Names of the Summer Solstice

Names of the Summer Solstice June 19, 2014

Oh Summer Solstice! I love you as Midsummer! I also sometimes call you Litha, and can sort of appreciate you as the Feast of St. John the Baptist, but why do you have so many names? And the middle of Summer is early August, not June! You aren’t quite a vexing holiday, but I can see why you might be confusing to some people.

The other day one of my friends asked “Why is Midsummer called Midsummer?” I had an answer all lined up for her, but it was my wife’s birthday, and the World Cup was on. I’ve got priorities. Most of us probably acknowledge the Summer Solstice as the first day of Summer, but that’s not always been the case, which is how the first day of Summer came to be known as Midsummer.

A lot of early calendars (such as the Icelandic and Anglo-Saxon) only had two seasons in them-Summer and Winter. When Midsummer (and Midwinter) are looked at from that perspective they live up to their names.
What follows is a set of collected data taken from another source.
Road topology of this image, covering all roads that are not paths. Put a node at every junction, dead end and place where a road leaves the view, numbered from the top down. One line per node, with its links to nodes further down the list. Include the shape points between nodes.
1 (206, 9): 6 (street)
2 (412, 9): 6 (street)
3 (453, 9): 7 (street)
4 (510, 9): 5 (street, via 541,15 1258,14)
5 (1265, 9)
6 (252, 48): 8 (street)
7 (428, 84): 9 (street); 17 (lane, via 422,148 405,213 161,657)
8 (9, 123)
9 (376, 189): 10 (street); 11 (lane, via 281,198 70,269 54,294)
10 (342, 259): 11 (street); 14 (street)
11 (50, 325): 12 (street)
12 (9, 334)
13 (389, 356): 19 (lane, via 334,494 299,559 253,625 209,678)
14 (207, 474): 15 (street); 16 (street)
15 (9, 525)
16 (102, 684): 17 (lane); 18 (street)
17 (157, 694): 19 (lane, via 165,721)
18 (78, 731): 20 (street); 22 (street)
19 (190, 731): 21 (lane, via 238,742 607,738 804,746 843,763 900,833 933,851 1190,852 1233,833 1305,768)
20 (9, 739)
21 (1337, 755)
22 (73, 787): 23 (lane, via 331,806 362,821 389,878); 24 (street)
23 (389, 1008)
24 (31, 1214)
If the two seasons of Summer and Winter begin on the equinoxes then the solstices are true midway points.

There’s also another way to look at Midsummer and that’s by beginning the seasons at the Cross-Quarter holidays. If Imbolc is the start of Spring then Beltane is the start of Summer and Lughnassa is the start of Autumn. That puts the Summer Solstice back in the cross-hairs of being “Midsummer.”

People have never really let celestial events completely define the seasons to begin with. The agricultural cycle of a particular area determines “Summer” and “Winter” to some extent, as does culture. In some ways “Summer” stars when school lets out and “Fall” begins when kids have to go back. That’s how it worked for me growing up. American Civil Religion has turned the Fourth of July into a Patriotic Midsummer Holiday, and fire in the sky (fireworks) isn’t all that different from fire in the fields.

Only in the last five or so years have I consistently referred to the Summer Solstice as Midsummer. Before that I used the Modern Pagan alternative title of Litha. The word Litha comes to us from the English historian Bede writing in the early 700’s. In Bede Litha isn’t the name of a particular holiday it’s the name of an Anglo-Saxon month of double-length roughly matching up to the modern months of June and July. According to Bede the word litha means: “gentle or navigable, because in both those months the calm breezes are gentle and they were wont to sail upon the smooth sea.” Because the old Anglo-Saxon calendar was lunar and not solar it was sometimes necessary to extend Litha into a third month, in such cases Litha became Trilithi.

Why do we use the word Litha in some Modern Pagan traditions? Well some people use it because it simply sounds more Pagan; for those attempting to recreate Anglo-Saxon traditions it’s certainly more Germanic than Midsummer. I’m not exactly sure, but if I had to credit any one particular group for introducing the word Litha into Contemporary Paganism I’d say it’s most likely The New Reformed Orthodox Order of the Golden Dawn (NROOGD) and Aidan Kelly*. Kelly is responsible for (or guilty of) most of the cool Pagan sounding name at the equinoxes and solstices, especially Mabon.

There’s another source for Litha that may have inspired Kelly and others and that’s J.R.R. Tolkien. Yes, that Tolkien, the guy who wrote The Hobbit and The Lord of the Rings. The Hobbits of the Shire celebrated Lithe as their Midsummer holiday. Between Lithe were the two months of Forelithe (June) and Afterlithe (July). Tolkien was inspired by Bede, but I wouldn’t be at all surprised to find a few Pagans out there inspired by Tolkien.

For a solid millennia (and most likely longer) Christians continued to celebrate the Summer Solstice after converting the majority of the pagans. They did this by moving most Midsummer traditions into the celebration of the Nativity of St. John the Baptist. Popping up as an official feast day on the Christian calendar 500 years after the death of Jesus (and John the Baptist) the holiday has always been a clever ploy to give the pagans something to do around the solstice.

St. John’s Feast Day is customarily celebrated on June 24 so it’s a couple days after the solstice (and depending on how messed up a calendar was during any particular era sometimes longer than just a few days), but that’s of little consequence. Most of our holiday traditions over the centuries have been shuffled around a little bit, what’s a few days? Bonfires, sacred smoke, and magical operations became a part of St. John’s Feast, with St. John’s Eve being just as important to many revelers and cunning-folk. St. John’s Feast Day is also regularly called Midsummer and was another holiday the Christians just couldn’t shake the pagan out of.

Whatever you celebrate and however you celebrate it, I hope your Midsummer is great!

*That hunch is backed up in this article, which I found while re-reading John Halstead’s Mabon, Mabon Not.